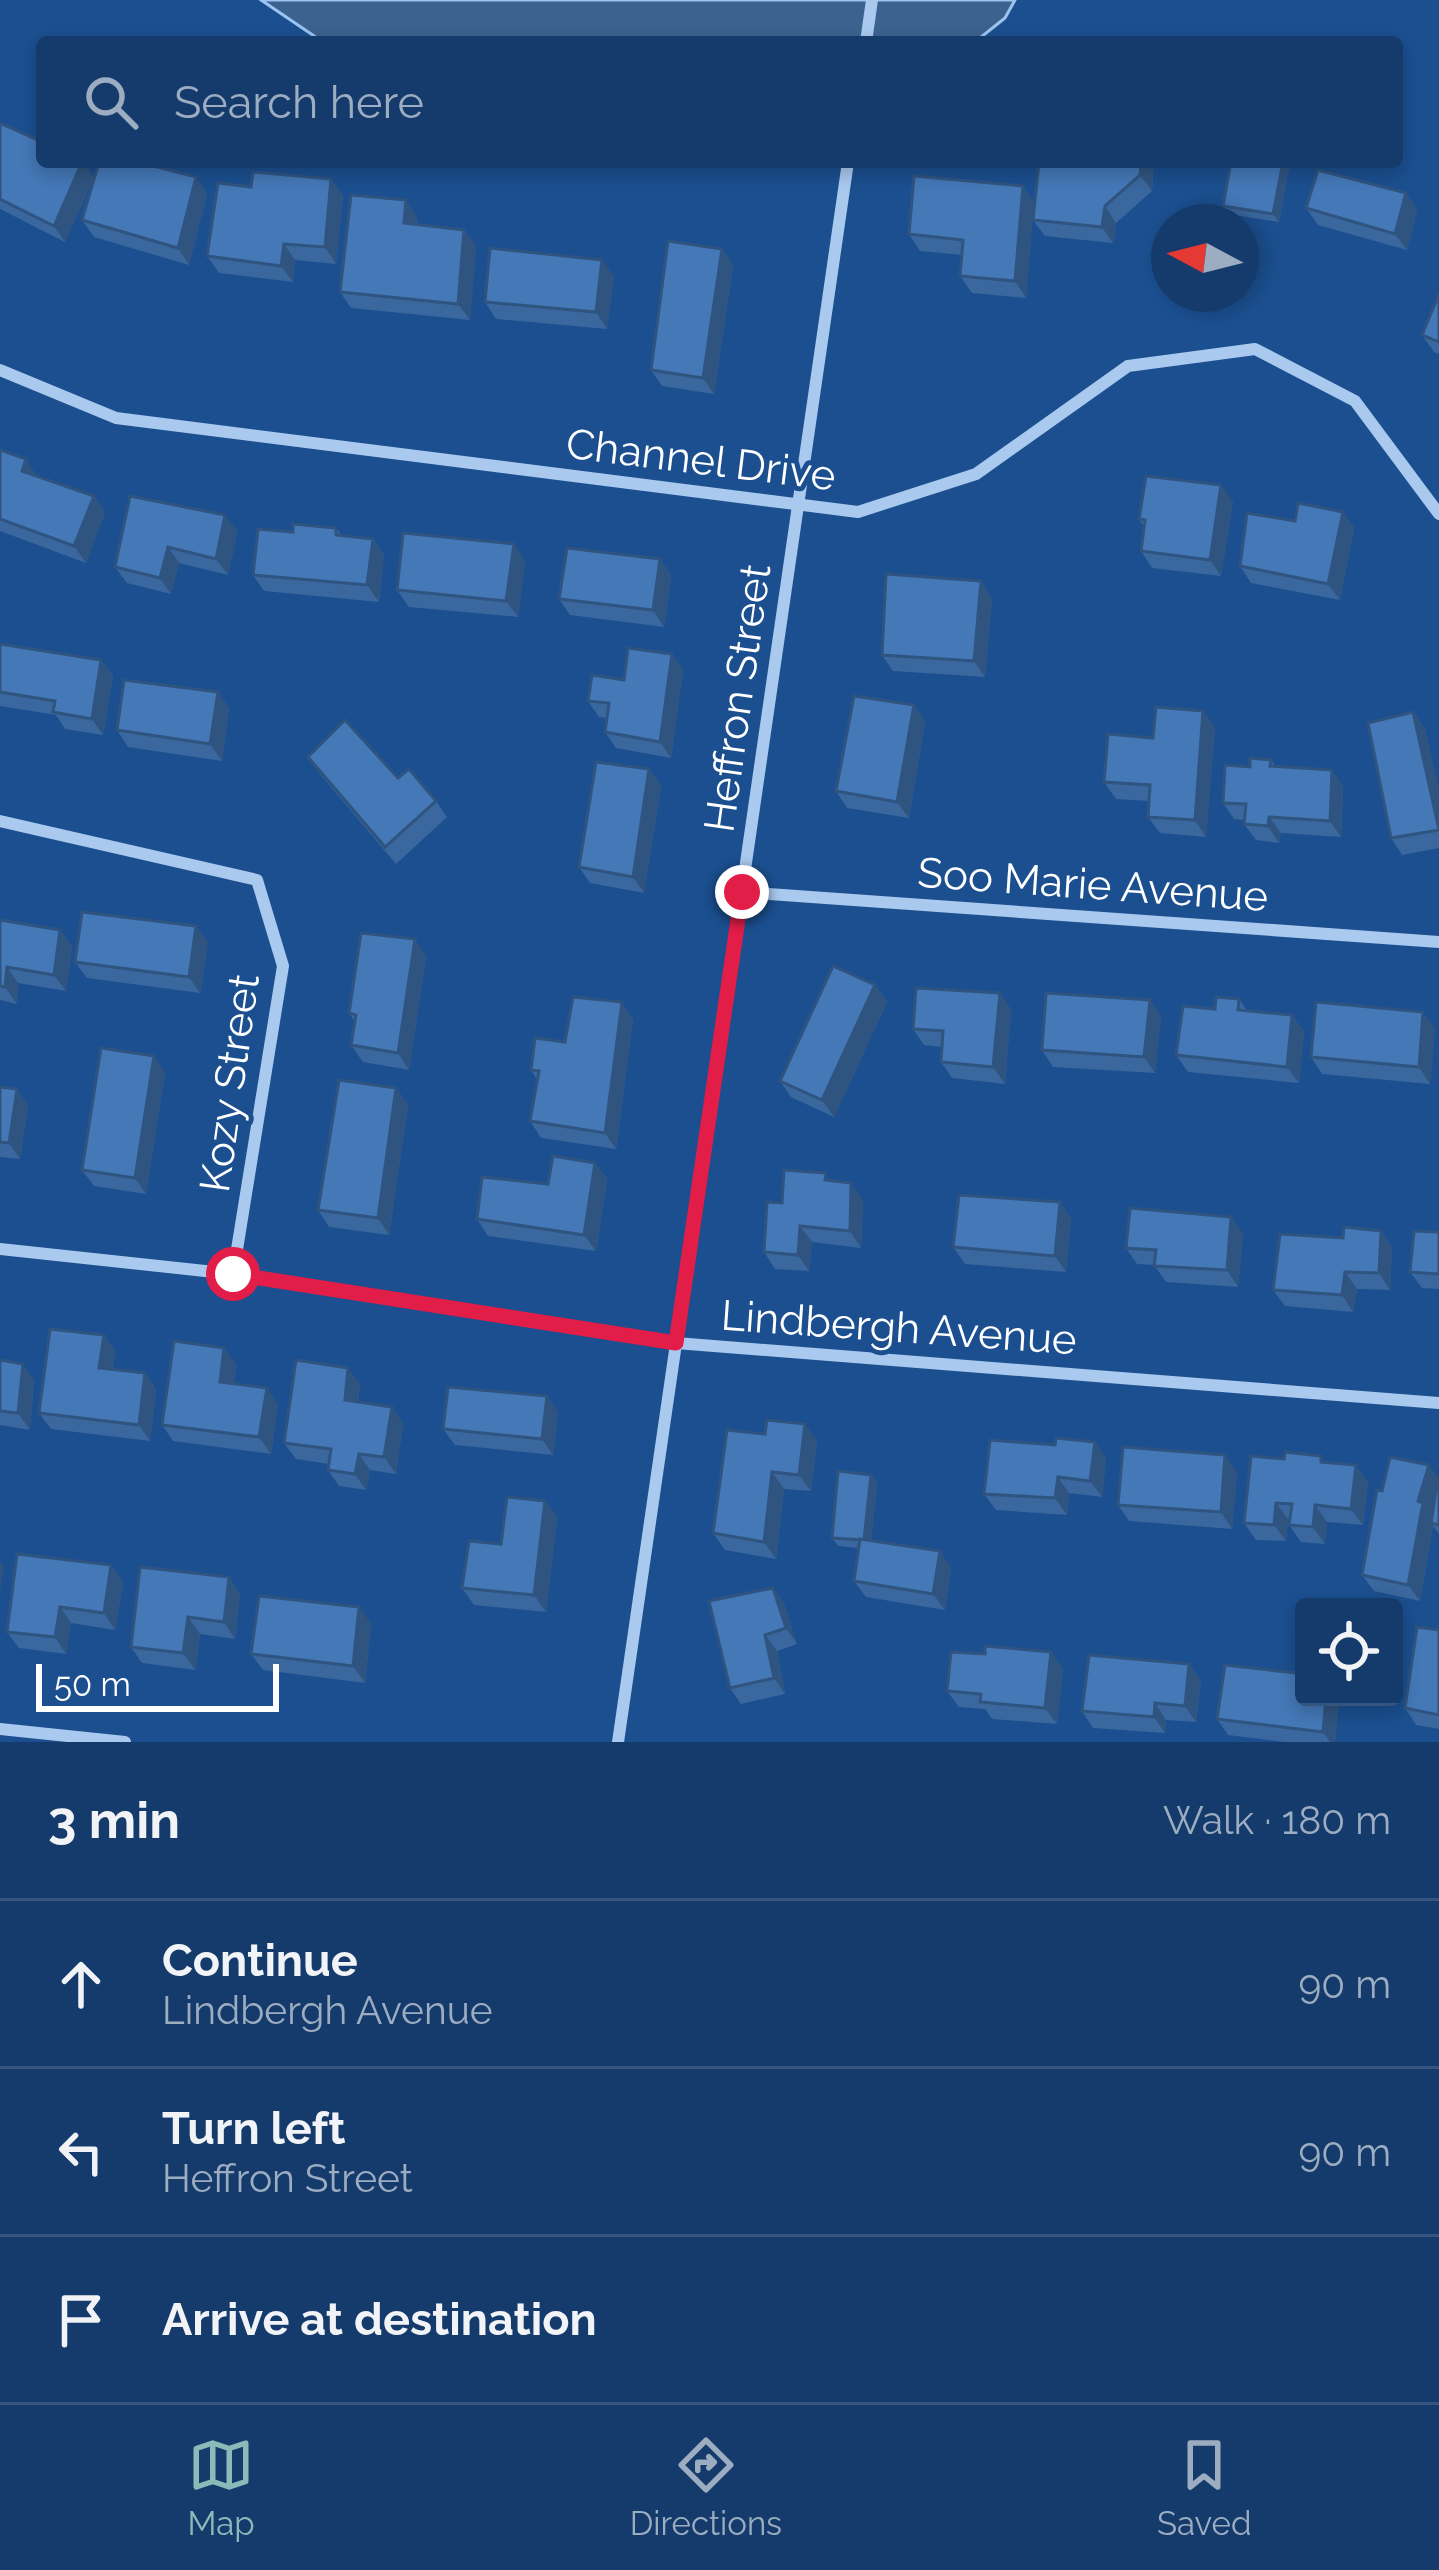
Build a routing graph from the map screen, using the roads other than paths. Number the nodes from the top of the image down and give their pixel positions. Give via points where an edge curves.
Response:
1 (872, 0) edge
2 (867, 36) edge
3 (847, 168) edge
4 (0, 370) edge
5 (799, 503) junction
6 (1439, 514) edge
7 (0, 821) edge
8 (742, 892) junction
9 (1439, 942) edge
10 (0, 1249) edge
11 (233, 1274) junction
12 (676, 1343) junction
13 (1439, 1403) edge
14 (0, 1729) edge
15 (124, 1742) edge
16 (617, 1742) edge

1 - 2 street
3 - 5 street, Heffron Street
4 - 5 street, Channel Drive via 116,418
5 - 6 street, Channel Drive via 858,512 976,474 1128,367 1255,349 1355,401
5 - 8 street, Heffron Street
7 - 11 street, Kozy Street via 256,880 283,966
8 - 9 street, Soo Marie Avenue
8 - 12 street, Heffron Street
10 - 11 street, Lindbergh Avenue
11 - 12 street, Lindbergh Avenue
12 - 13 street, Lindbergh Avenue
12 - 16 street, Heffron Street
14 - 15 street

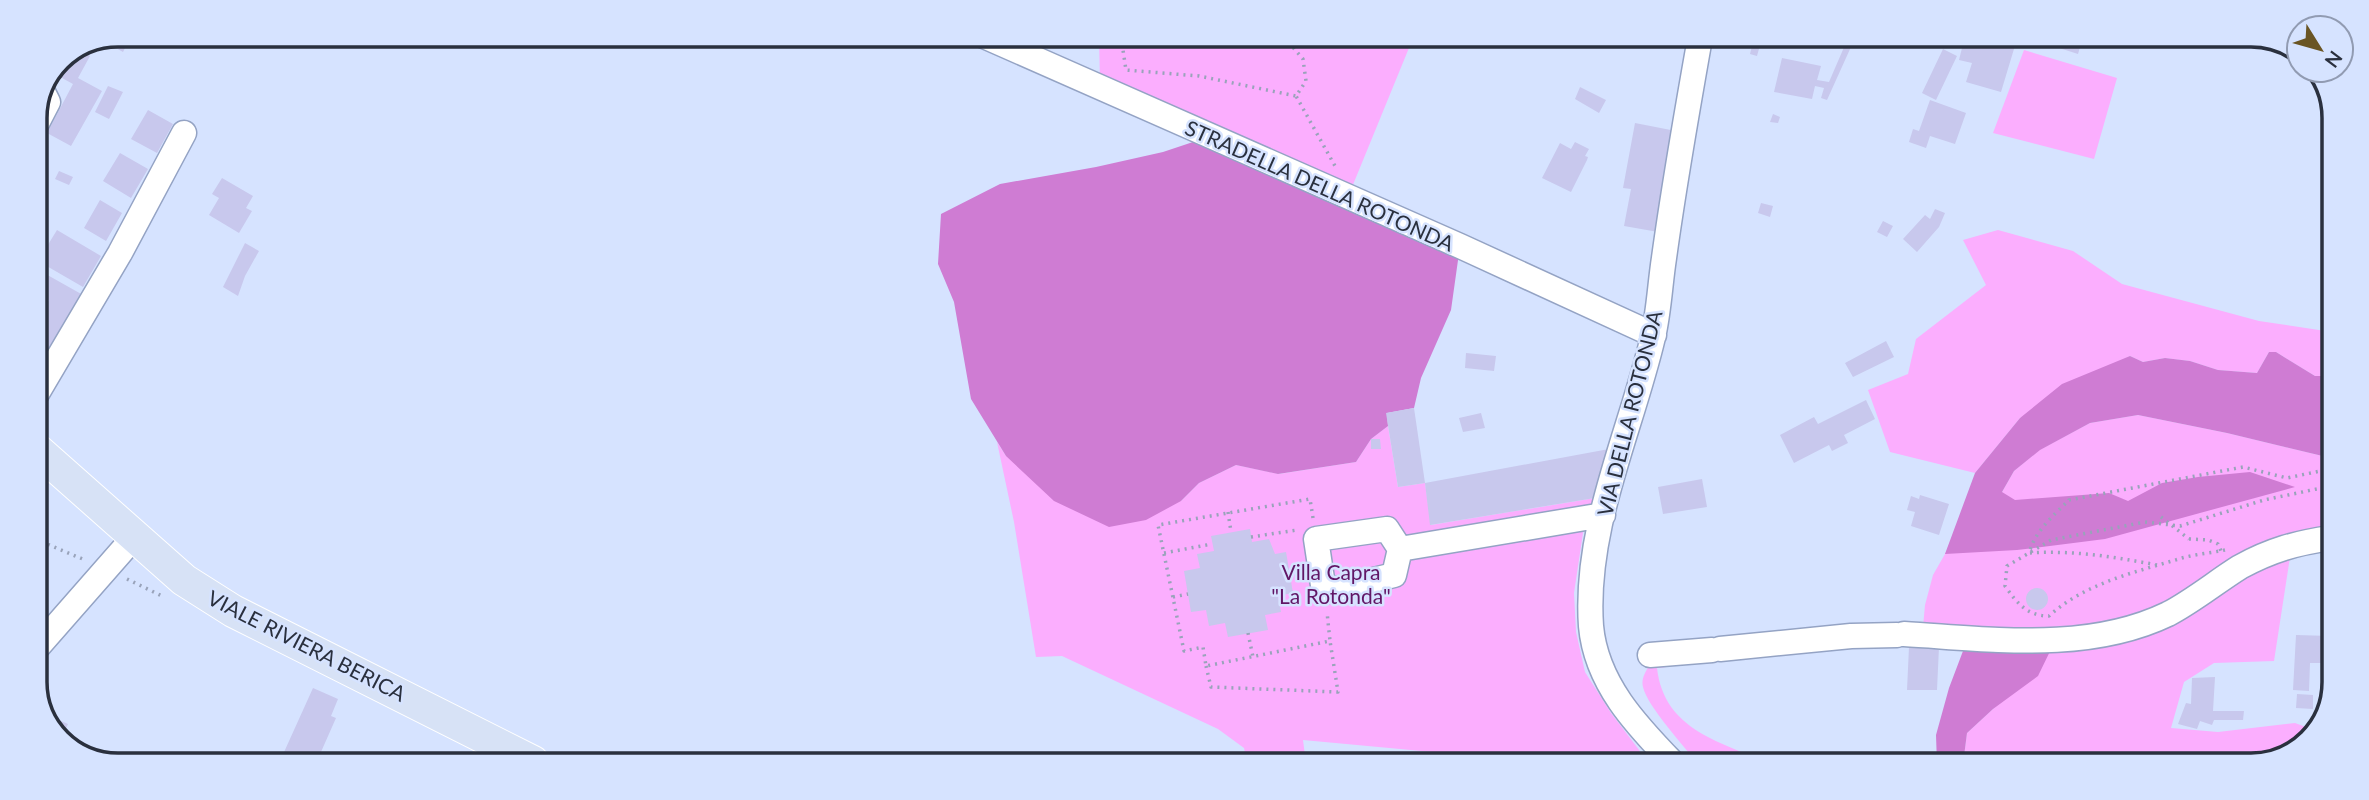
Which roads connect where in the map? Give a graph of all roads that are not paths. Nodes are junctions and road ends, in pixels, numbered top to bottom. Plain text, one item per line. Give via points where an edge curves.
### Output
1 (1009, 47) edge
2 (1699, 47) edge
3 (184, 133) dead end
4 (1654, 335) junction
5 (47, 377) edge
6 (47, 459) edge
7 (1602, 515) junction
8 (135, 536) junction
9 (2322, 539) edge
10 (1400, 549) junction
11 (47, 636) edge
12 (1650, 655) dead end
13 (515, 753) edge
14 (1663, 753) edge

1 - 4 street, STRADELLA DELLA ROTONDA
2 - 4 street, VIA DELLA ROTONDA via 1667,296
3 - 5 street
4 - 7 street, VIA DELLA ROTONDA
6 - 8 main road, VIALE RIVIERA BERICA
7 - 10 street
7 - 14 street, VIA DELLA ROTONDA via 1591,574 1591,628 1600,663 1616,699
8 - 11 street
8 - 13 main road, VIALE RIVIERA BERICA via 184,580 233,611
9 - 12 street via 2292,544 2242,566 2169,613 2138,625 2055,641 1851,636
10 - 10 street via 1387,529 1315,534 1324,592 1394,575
+++++
Each entry above is to be restated exactly, without its images.

Written solution —
Build a routing graph from the map screen, using the roads other than paths. Number the nodes from the top of the image down and give their pixel positions. Give via points where an edge curves.
Response:
1 (872, 0) edge
2 (867, 36) edge
3 (847, 168) edge
4 (0, 370) edge
5 (799, 503) junction
6 (1439, 514) edge
7 (0, 821) edge
8 (742, 892) junction
9 (1439, 942) edge
10 (0, 1249) edge
11 (233, 1274) junction
12 (676, 1343) junction
13 (1439, 1403) edge
14 (0, 1729) edge
15 (124, 1742) edge
16 (617, 1742) edge

1 - 2 street
3 - 5 street, Heffron Street
4 - 5 street, Channel Drive via 116,418
5 - 6 street, Channel Drive via 858,512 976,474 1128,367 1255,349 1355,401
5 - 8 street, Heffron Street
7 - 11 street, Kozy Street via 256,880 283,966
8 - 9 street, Soo Marie Avenue
8 - 12 street, Heffron Street
10 - 11 street, Lindbergh Avenue
11 - 12 street, Lindbergh Avenue
12 - 13 street, Lindbergh Avenue
12 - 16 street, Heffron Street
14 - 15 street

Which roads connect where in the map? Give a graph of all roads that are not paths. Nodes are junctions and road ends, in pixels, numbered top to bottom. Plain text, one item per line. Give via points where an edge curves.
### Output
1 (1009, 47) edge
2 (1699, 47) edge
3 (184, 133) dead end
4 (1654, 335) junction
5 (47, 377) edge
6 (47, 459) edge
7 (1602, 515) junction
8 (135, 536) junction
9 (2322, 539) edge
10 (1400, 549) junction
11 (47, 636) edge
12 (1650, 655) dead end
13 (515, 753) edge
14 (1663, 753) edge

1 - 4 street, STRADELLA DELLA ROTONDA
2 - 4 street, VIA DELLA ROTONDA via 1667,296
3 - 5 street
4 - 7 street, VIA DELLA ROTONDA
6 - 8 main road, VIALE RIVIERA BERICA
7 - 10 street
7 - 14 street, VIA DELLA ROTONDA via 1591,574 1591,628 1600,663 1616,699
8 - 11 street
8 - 13 main road, VIALE RIVIERA BERICA via 184,580 233,611
9 - 12 street via 2292,544 2242,566 2169,613 2138,625 2055,641 1851,636
10 - 10 street via 1387,529 1315,534 1324,592 1394,575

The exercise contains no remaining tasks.